The research team also will create the Viral Informatics Resource for Genome Organization (VIRGO).
“We have troves of genomic data on viruses,” Wommack says. “What’s limiting our work is that we don’t know the connections between the genes and what the viruses do biologically. How quickly do viruses infect a host? How long do they take to reproduce? What happens to the infected cell? Once we have that information in VIRGO, we can look at a viral community and make inferences about how unknown viral populations will behave.”
A big aim of our project is to democratize the microfluidics technology we develop so that the average lab can run these experiments…. It’s about making new tools and resources available to the broader scientific community.
ASSISTANT PROFESSOR, BIOMEDICAL ENGINEERING
Collaborators in Nebraska, Hawaii and Rhode Island will focus on viruses that infect phytoplankton — microscopic organisms that live in the salty ocean to freshwater lakes and conduct photosynthesis.
Phytoplankton serve as big links in food chains and produce more than half the oxygen on Earth. They, along with other microbes, process as much as 70 percent of the carbon going through ecosystems, according to Wommack.
Meanwhile, researchers at UD will focus on viruses that attack microbes important to the nitrogen cycle.
They have a collection of symbiotic bacteria, called Bradyrhizobia, that provide nitrogen to soybean — fueling plant growth without extra fertilizers. Soybean feeds some 2 billion people globally, and more of it will be needed to feed a world population expected to hit 9 billion by 2050.
“We can’t simply fertilize our way to greater agricultural productivity,” Wommack says. “But if we can find a way to improve the plant’s innate nutrition system through research we’re doing now, we may be able to get a plant to do what it already does, a lot better.”
Wommack also has teamed up with Rob Ferrell, science teacher in the Appoquinimink School District, to translate the research into life science and earth science curriculum activities for middle school students.

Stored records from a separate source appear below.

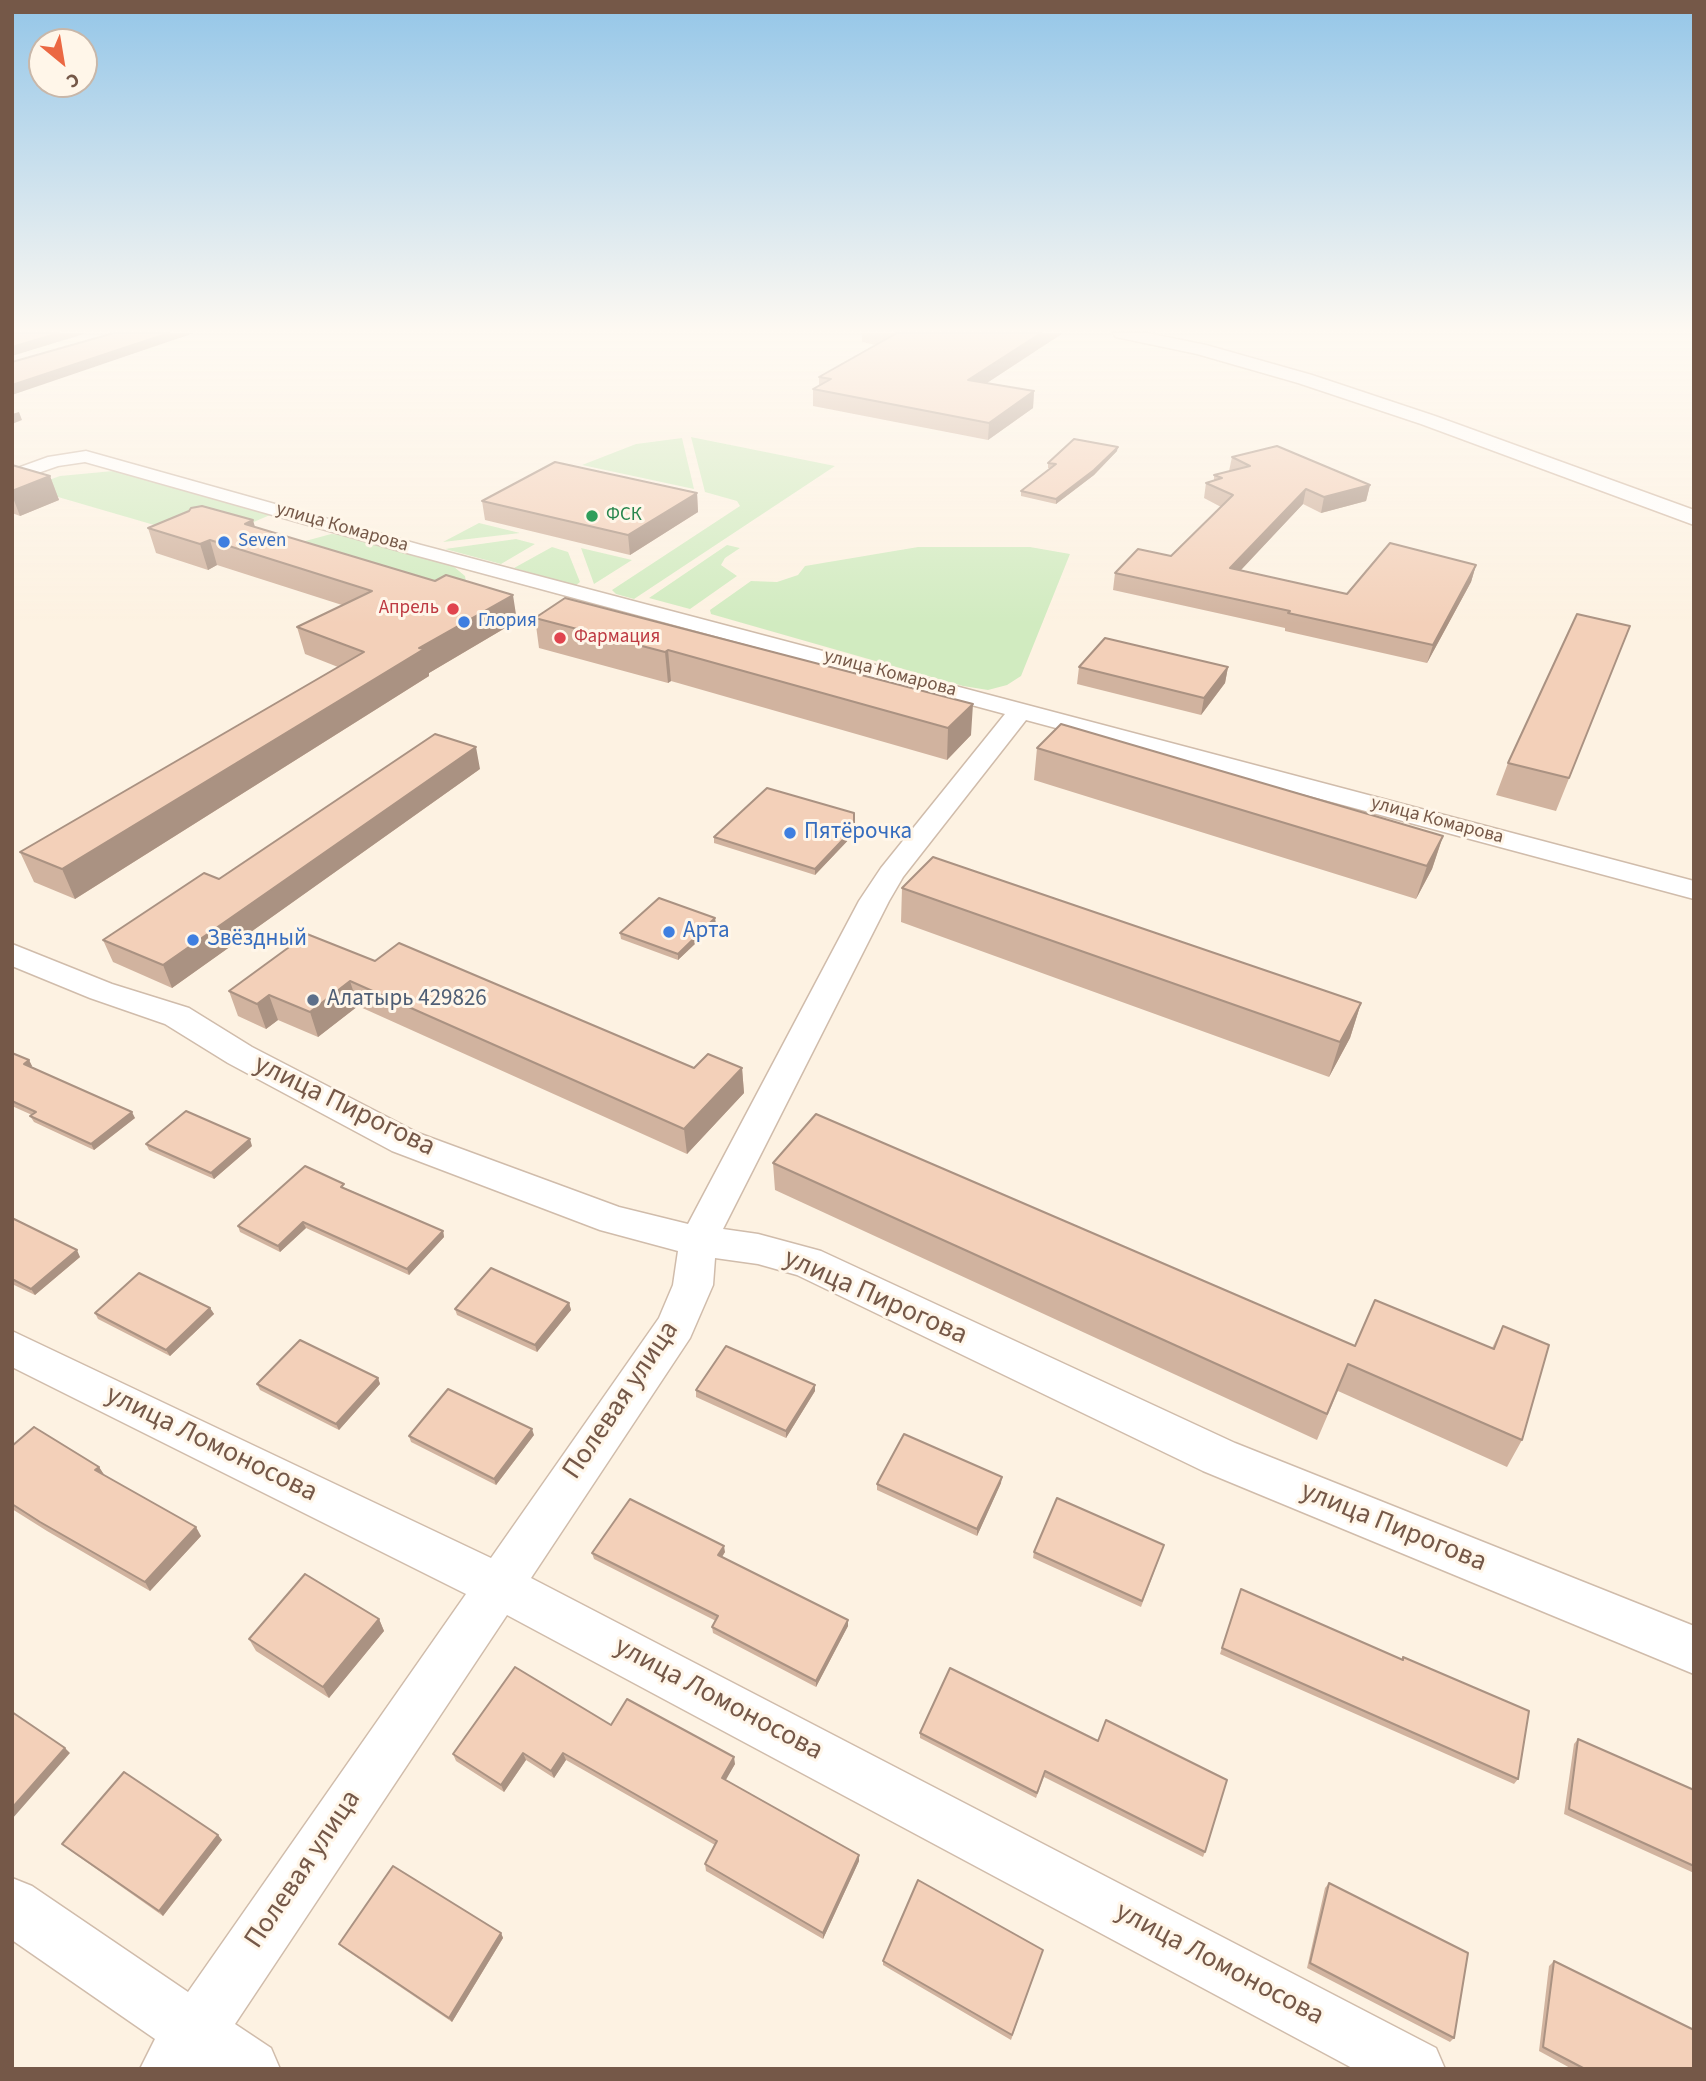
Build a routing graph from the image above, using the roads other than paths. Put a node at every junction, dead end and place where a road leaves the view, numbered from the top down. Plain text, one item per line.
1 (1449, 430) edge
2 (12, 476) edge
3 (1694, 518) edge
4 (1022, 709) junction
5 (1694, 890) edge
6 (12, 954) edge
7 (698, 1241) junction
8 (12, 1348) edge
9 (498, 1585) junction
10 (1694, 1650) edge
11 (12, 1906) edge
12 (182, 2050) edge
13 (250, 2069) edge
14 (1415, 2069) edge

1 - 3 street
2 - 4 street, улица Комарова
4 - 5 street, улица Комарова
4 - 7 street, Полевая улица
6 - 7 street, улица Пирогова
7 - 9 street, Полевая улица
7 - 10 street, улица Пирогова
8 - 9 street, улица Ломоносова
9 - 12 street, Полевая улица
9 - 14 street, улица Ломоносова
11 - 12 street
12 - 13 street

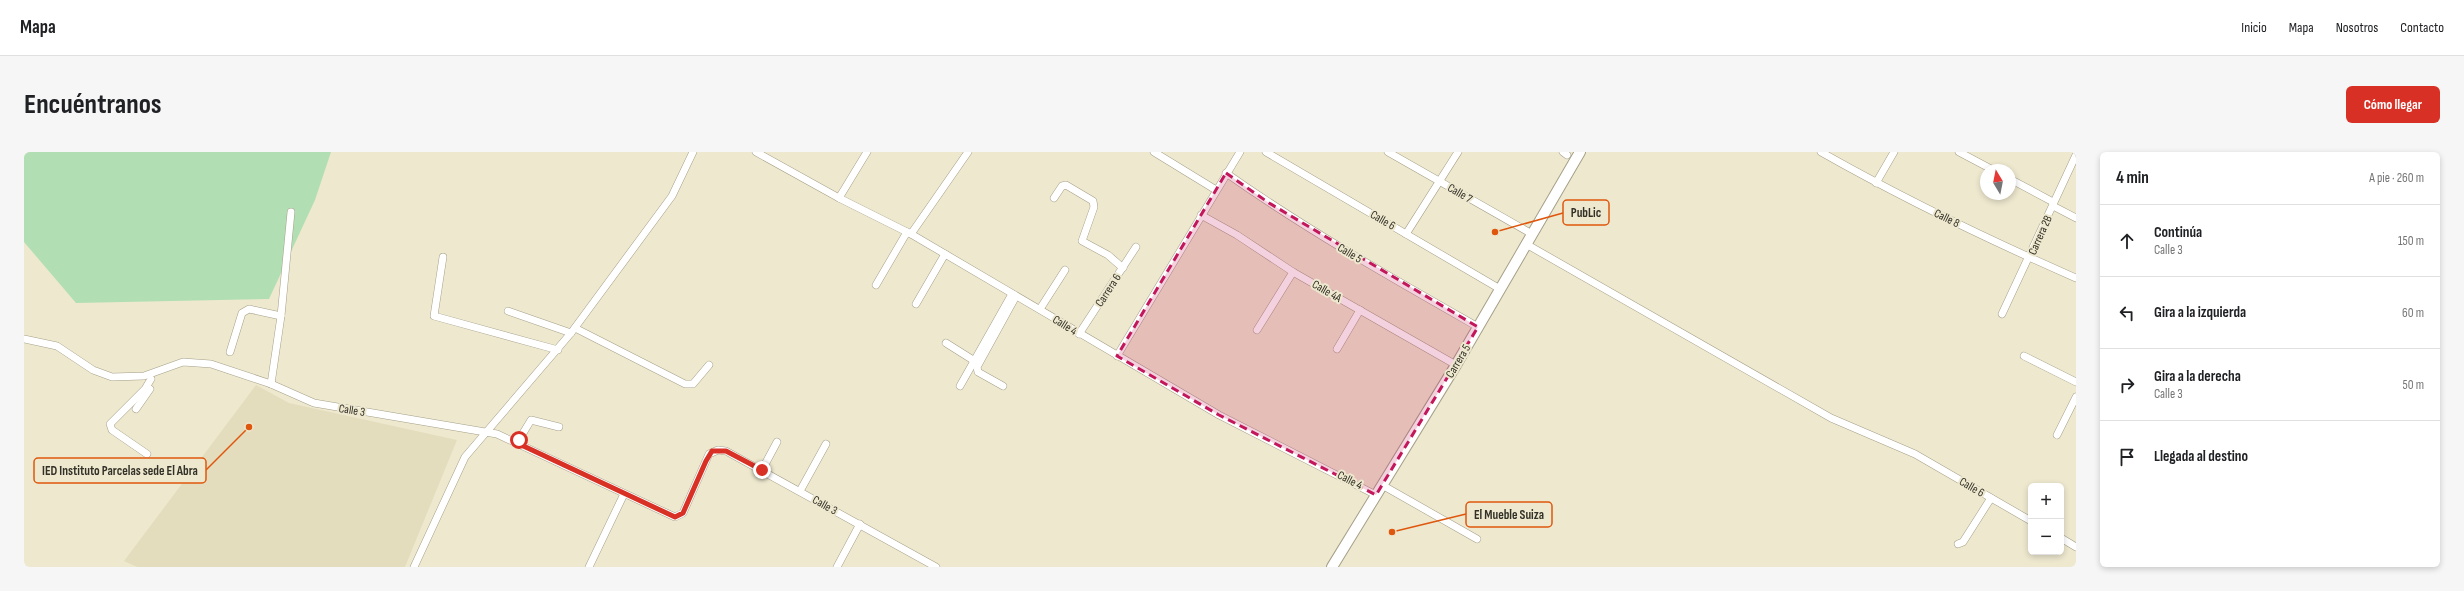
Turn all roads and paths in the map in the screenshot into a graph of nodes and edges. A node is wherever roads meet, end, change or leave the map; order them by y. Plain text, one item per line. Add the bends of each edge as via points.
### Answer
1 (694, 152) edge
2 (756, 152) edge
3 (867, 152) edge
4 (968, 152) edge
5 (1154, 152) edge
6 (1240, 152) edge
7 (1266, 152) edge
8 (1388, 152) edge
9 (1458, 152) edge
10 (1580, 152) edge
11 (1821, 152) edge
12 (1894, 152) edge
13 (1959, 152) edge
14 (2076, 155) edge
15 (1982, 164) edge
16 (1226, 173) junction
17 (1439, 180) junction
18 (2016, 182) edge
19 (1876, 183) junction
20 (1216, 190) junction
21 (839, 198) junction
22 (1054, 198) dead end
23 (2053, 204) junction
24 (291, 212) dead end
25 (1201, 215) junction
26 (2076, 218) edge
27 (909, 233) junction
28 (1406, 234) junction
29 (1532, 234) junction
30 (1526, 244) junction
31 (1136, 247) dead end
32 (945, 254) junction
33 (443, 257) dead end
34 (2029, 258) junction
35 (1123, 268) junction
36 (1065, 270) dead end
37 (1292, 272) junction
38 (2076, 278) edge
39 (876, 285) dead end
40 (1500, 289) junction
41 (1014, 295) junction
42 (916, 304) dead end
43 (1040, 309) junction
44 (1360, 310) junction
45 (508, 311) dead end
46 (2002, 314) dead end
47 (281, 316) junction
48 (1478, 327) junction
49 (1257, 330) dead end
50 (573, 331) junction
51 (1079, 334) junction
52 (24, 339) edge
53 (946, 343) dead end
54 (1337, 349) dead end
55 (558, 350) junction
56 (230, 352) dead end
57 (1117, 356) junction
58 (2024, 356) dead end
59 (973, 360) junction
60 (709, 365) dead end
61 (1456, 365) junction
62 (150, 376) junction
63 (2076, 382) edge
64 (271, 384) junction
65 (960, 386) dead end
66 (1003, 386) dead end
67 (2076, 397) edge
68 (136, 409) dead end
69 (559, 427) dead end
70 (487, 432) junction
71 (2057, 435) dead end
72 (777, 442) dead end
73 (517, 443) junction
74 (826, 444) dead end
75 (147, 454) dead end
76 (762, 470) junction
77 (1382, 485) junction
78 (800, 491) junction
79 (624, 494) junction
80 (1376, 495) junction
81 (1991, 498) junction
82 (2028, 519) edge
83 (860, 524) junction
84 (1477, 539) dead end
85 (2064, 540) edge
86 (1958, 544) dead end
87 (2076, 547) edge
88 (414, 567) edge
89 (589, 567) edge
90 (837, 567) edge
91 (936, 567) edge
92 (1332, 567) edge

1 - 50 street via 672,196
2 - 21 street, Calle 4
3 - 21 street
4 - 27 street
5 - 20 street
6 - 16 street
7 - 28 street, Calle 6
8 - 17 street, Calle 7
9 - 17 street
10 - 29 main road, Carrera 5
11 - 19 street, Calle 8
12 - 19 street
13 - 15 street
14 - 23 street, Carrera 2B
16 - 20 street
16 - 48 street, Calle 5 via 1289,215
17 - 28 street
17 - 29 street, Calle 7
18 - 23 street
19 - 34 street, Calle 8
20 - 25 street
21 - 27 street, Calle 4
22 - 35 street via 1062,186 1066,185 1093,201 1094,207 1082,241 1108,254
23 - 26 street
23 - 34 street, Carrera 2B
24 - 47 street
25 - 37 street, Calle 4A via 1237,235
25 - 57 street
27 - 32 street, Calle 4
27 - 39 street
28 - 40 street, Calle 6
29 - 30 main road, Carrera 5
30 - 40 main road, Carrera 5
30 - 81 street, Calle 6 via 1831,418 1913,453
31 - 35 street, Carrera 6
32 - 41 street, Calle 4
32 - 42 street
33 - 55 street via 434,316
34 - 38 street, Calle 8
34 - 46 street, Carrera 2B
35 - 51 street, Carrera 6
36 - 43 street
37 - 44 street, Calle 4A
37 - 49 street
40 - 48 main road, Carrera 5
41 - 43 street, Calle 4
41 - 59 street
41 - 66 street via 977,367 978,372
43 - 51 street, Calle 4
44 - 54 street
44 - 61 street, Calle 4A
45 - 50 street
47 - 56 street via 249,309 242,313
47 - 64 street
48 - 61 main road, Carrera 5
50 - 55 street
50 - 60 street via 685,384 693,384
51 - 57 street, Calle 4
52 - 62 street, Calle 3 via 57,346 93,370 112,377
53 - 59 street
55 - 70 street
57 - 80 street, Calle 4 via 1219,415
58 - 63 street
59 - 65 street
61 - 77 main road, Carrera 5
62 - 64 street, Calle 3 via 183,362 211,364
62 - 68 street via 153,385
62 - 75 street via 145,389 110,424 112,430
64 - 70 street, Calle 3 via 314,403
67 - 71 street
69 - 73 street via 531,420
70 - 73 street, Calle 3
70 - 88 street via 464,457
72 - 76 street
73 - 79 street, Calle 3
74 - 78 street
76 - 78 street, Calle 3
76 - 79 street, Calle 3 via 726,451 712,451 683,513 675,517
77 - 80 main road, Carrera 5
77 - 84 street, Calle 4
78 - 83 street, Calle 3
79 - 89 street
80 - 92 main road, Carrera 5
81 - 82 street, Calle 6
81 - 86 street via 1963,542
83 - 90 street
83 - 91 street, Calle 3
85 - 87 street

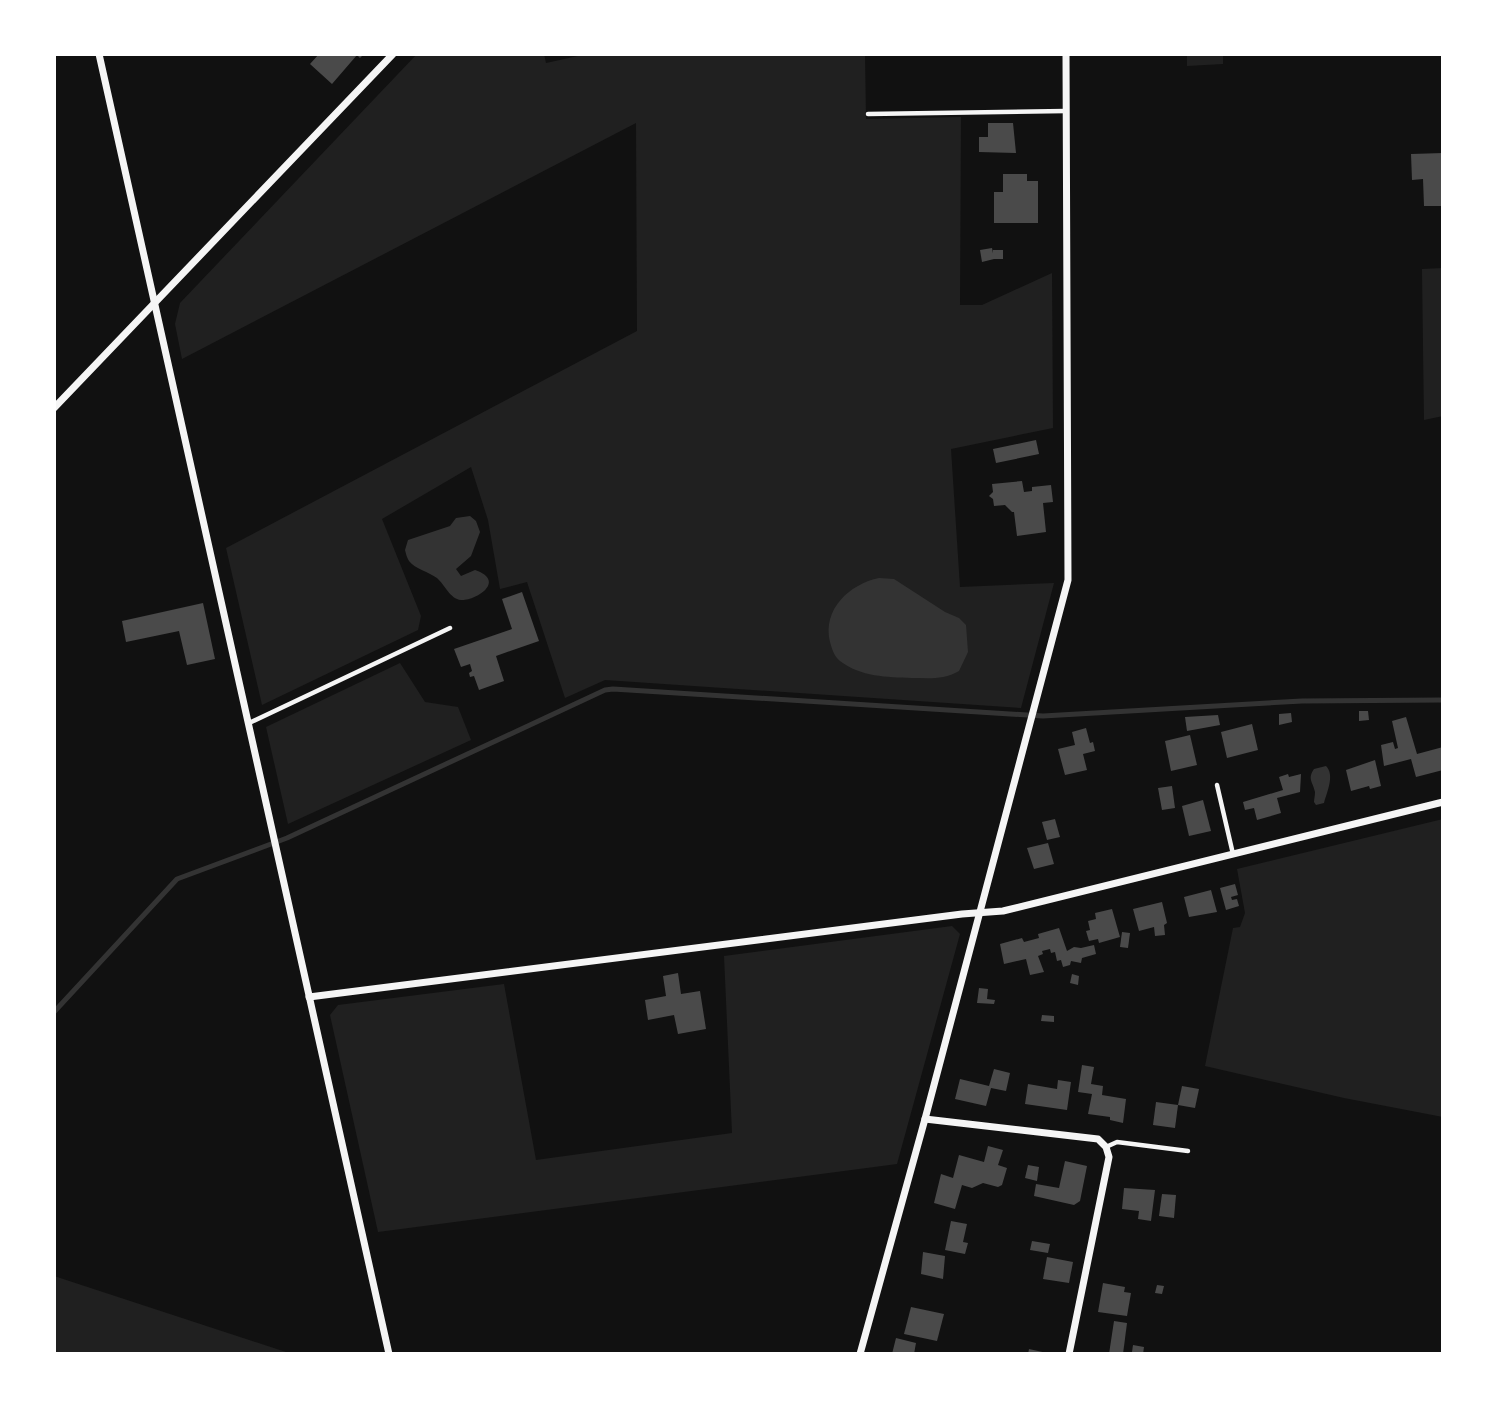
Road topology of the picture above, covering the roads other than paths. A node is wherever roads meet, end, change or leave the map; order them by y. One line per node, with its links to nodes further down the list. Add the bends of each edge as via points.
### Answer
1 (99, 54): 6 (street)
2 (393, 54): 6 (street)
3 (1066, 54): 4 (street)
4 (1066, 111): 5 (lane); 13 (street, via 1068,580)
5 (868, 114)
6 (154, 303): 7 (street); 9 (street)
7 (54, 408)
8 (450, 628): 9 (lane)
9 (248, 724): 14 (street)
10 (1217, 785): 12 (lane)
11 (1443, 802): 12 (street)
12 (1233, 854): 13 (street)
13 (979, 913): 14 (street); 15 (street)
14 (309, 997): 18 (street)
15 (925, 1119): 16 (street, via 1098,1139); 19 (street)
16 (1107, 1147): 17 (lane, via 1117,1142); 20 (street, via 1109,1157)
17 (1188, 1151)
18 (389, 1354)
19 (860, 1354)
20 (1069, 1354)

Other UD members of the project include Barbra Ferrell, research associate; Jeffry Fuhrmann, professor of plant and soil sciences; Jason Gleghorn, assistant professor of biomedical engineering; Shawn Polson, associate professor of computer and information sciences; and Jaysheel Bhavsar, bioinformatics programmer.
The EPSCoR project at Clemson University seeks better ways to engineer Chinese hamster ovary cells, which are used to manufacture more than half of biopharmaceuticals. Joining co-investigator Kelvin Lee on the project will be Cathy Wu, Edward G. Jefferson Chair of Bioinformatics and Computational Biology at UD.
Products from these cells are used in drugs to treat Crohn’s disease, severe anemia, breast cancer and multiple sclerosis, and represent more than $70 billion in sales each year, according to a Clemson news release.
Lee, who directs the National Institute for Innovation in Manufacturing Biopharmaceuticals (NIIMBL), said the EPSCoR project would help address challenges in making these medicines more widely available.
NIIMBL, announced in December 2016 at UD and launched in March 2017, was established with a $70 million grant from the National Institute of Standards and Technology in the U.S. Department of Commerce and with support from more than 150 collaborators.